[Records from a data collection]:
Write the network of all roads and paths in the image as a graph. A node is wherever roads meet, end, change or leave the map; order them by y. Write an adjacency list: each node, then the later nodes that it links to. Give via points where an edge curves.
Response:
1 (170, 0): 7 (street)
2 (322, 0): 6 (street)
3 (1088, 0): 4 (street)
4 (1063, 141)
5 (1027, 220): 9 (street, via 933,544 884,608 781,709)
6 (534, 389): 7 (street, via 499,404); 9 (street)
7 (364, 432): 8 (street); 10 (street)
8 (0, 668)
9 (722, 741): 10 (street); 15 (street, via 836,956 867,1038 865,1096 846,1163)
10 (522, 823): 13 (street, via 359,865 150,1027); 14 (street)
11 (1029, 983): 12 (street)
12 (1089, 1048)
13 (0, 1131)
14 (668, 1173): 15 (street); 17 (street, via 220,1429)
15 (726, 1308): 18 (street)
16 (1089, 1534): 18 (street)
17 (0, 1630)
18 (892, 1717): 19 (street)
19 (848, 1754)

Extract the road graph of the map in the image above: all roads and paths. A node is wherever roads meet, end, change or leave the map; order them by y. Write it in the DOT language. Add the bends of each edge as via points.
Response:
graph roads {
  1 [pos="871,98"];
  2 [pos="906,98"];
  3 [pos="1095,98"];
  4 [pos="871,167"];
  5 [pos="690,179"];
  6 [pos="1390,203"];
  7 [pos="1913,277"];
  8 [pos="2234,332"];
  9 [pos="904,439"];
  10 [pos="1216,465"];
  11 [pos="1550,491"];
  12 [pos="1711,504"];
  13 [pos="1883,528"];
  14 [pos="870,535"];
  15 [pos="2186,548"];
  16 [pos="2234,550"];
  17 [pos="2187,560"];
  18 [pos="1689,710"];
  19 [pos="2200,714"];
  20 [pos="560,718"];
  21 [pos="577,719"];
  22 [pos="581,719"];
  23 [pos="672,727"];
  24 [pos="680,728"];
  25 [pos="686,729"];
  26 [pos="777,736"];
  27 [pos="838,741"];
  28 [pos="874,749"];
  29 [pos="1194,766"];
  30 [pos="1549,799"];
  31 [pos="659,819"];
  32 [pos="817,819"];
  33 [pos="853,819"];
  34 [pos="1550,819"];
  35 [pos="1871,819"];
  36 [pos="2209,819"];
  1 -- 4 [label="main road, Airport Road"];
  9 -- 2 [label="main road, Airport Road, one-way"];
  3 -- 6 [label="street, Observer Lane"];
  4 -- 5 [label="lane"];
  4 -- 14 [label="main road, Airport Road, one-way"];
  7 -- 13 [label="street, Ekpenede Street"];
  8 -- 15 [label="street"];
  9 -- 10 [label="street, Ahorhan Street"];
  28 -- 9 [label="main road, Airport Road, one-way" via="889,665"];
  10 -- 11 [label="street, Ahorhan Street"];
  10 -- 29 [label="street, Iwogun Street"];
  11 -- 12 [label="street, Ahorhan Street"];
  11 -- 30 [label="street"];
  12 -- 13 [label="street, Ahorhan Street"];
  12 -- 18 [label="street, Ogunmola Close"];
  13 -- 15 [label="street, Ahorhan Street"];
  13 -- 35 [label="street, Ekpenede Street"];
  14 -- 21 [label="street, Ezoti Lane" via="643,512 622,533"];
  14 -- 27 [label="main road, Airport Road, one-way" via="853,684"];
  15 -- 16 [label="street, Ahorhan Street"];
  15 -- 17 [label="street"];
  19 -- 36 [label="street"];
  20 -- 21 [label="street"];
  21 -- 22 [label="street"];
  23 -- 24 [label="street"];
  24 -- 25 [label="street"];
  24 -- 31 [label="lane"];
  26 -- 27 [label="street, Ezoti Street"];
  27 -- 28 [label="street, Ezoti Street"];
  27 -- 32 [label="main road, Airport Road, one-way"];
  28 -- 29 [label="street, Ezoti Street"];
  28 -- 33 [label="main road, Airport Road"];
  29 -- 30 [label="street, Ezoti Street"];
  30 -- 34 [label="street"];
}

[Problem]:
Return the records in full, exactly as they read.

[Answer to the exercise]:
Write the network of all roads and paths in the image as a graph. A node is wherever roads meet, end, change or leave the map; order them by y. Write an adjacency list: each node, then the later nodes that it links to. Give via points where an edge curves.
Response:
1 (170, 0): 7 (street)
2 (322, 0): 6 (street)
3 (1088, 0): 4 (street)
4 (1063, 141)
5 (1027, 220): 9 (street, via 933,544 884,608 781,709)
6 (534, 389): 7 (street, via 499,404); 9 (street)
7 (364, 432): 8 (street); 10 (street)
8 (0, 668)
9 (722, 741): 10 (street); 15 (street, via 836,956 867,1038 865,1096 846,1163)
10 (522, 823): 13 (street, via 359,865 150,1027); 14 (street)
11 (1029, 983): 12 (street)
12 (1089, 1048)
13 (0, 1131)
14 (668, 1173): 15 (street); 17 (street, via 220,1429)
15 (726, 1308): 18 (street)
16 (1089, 1534): 18 (street)
17 (0, 1630)
18 (892, 1717): 19 (street)
19 (848, 1754)

Extract the road graph of the map in the image above: all roads and paths. A node is wherever roads meet, end, change or leave the map; order them by y. Write it in the DOT language. Add the bends of each edge as via points.
Response:
graph roads {
  1 [pos="871,98"];
  2 [pos="906,98"];
  3 [pos="1095,98"];
  4 [pos="871,167"];
  5 [pos="690,179"];
  6 [pos="1390,203"];
  7 [pos="1913,277"];
  8 [pos="2234,332"];
  9 [pos="904,439"];
  10 [pos="1216,465"];
  11 [pos="1550,491"];
  12 [pos="1711,504"];
  13 [pos="1883,528"];
  14 [pos="870,535"];
  15 [pos="2186,548"];
  16 [pos="2234,550"];
  17 [pos="2187,560"];
  18 [pos="1689,710"];
  19 [pos="2200,714"];
  20 [pos="560,718"];
  21 [pos="577,719"];
  22 [pos="581,719"];
  23 [pos="672,727"];
  24 [pos="680,728"];
  25 [pos="686,729"];
  26 [pos="777,736"];
  27 [pos="838,741"];
  28 [pos="874,749"];
  29 [pos="1194,766"];
  30 [pos="1549,799"];
  31 [pos="659,819"];
  32 [pos="817,819"];
  33 [pos="853,819"];
  34 [pos="1550,819"];
  35 [pos="1871,819"];
  36 [pos="2209,819"];
  1 -- 4 [label="main road, Airport Road"];
  9 -- 2 [label="main road, Airport Road, one-way"];
  3 -- 6 [label="street, Observer Lane"];
  4 -- 5 [label="lane"];
  4 -- 14 [label="main road, Airport Road, one-way"];
  7 -- 13 [label="street, Ekpenede Street"];
  8 -- 15 [label="street"];
  9 -- 10 [label="street, Ahorhan Street"];
  28 -- 9 [label="main road, Airport Road, one-way" via="889,665"];
  10 -- 11 [label="street, Ahorhan Street"];
  10 -- 29 [label="street, Iwogun Street"];
  11 -- 12 [label="street, Ahorhan Street"];
  11 -- 30 [label="street"];
  12 -- 13 [label="street, Ahorhan Street"];
  12 -- 18 [label="street, Ogunmola Close"];
  13 -- 15 [label="street, Ahorhan Street"];
  13 -- 35 [label="street, Ekpenede Street"];
  14 -- 21 [label="street, Ezoti Lane" via="643,512 622,533"];
  14 -- 27 [label="main road, Airport Road, one-way" via="853,684"];
  15 -- 16 [label="street, Ahorhan Street"];
  15 -- 17 [label="street"];
  19 -- 36 [label="street"];
  20 -- 21 [label="street"];
  21 -- 22 [label="street"];
  23 -- 24 [label="street"];
  24 -- 25 [label="street"];
  24 -- 31 [label="lane"];
  26 -- 27 [label="street, Ezoti Street"];
  27 -- 28 [label="street, Ezoti Street"];
  27 -- 32 [label="main road, Airport Road, one-way"];
  28 -- 29 [label="street, Ezoti Street"];
  28 -- 33 [label="main road, Airport Road"];
  29 -- 30 [label="street, Ezoti Street"];
  30 -- 34 [label="street"];
}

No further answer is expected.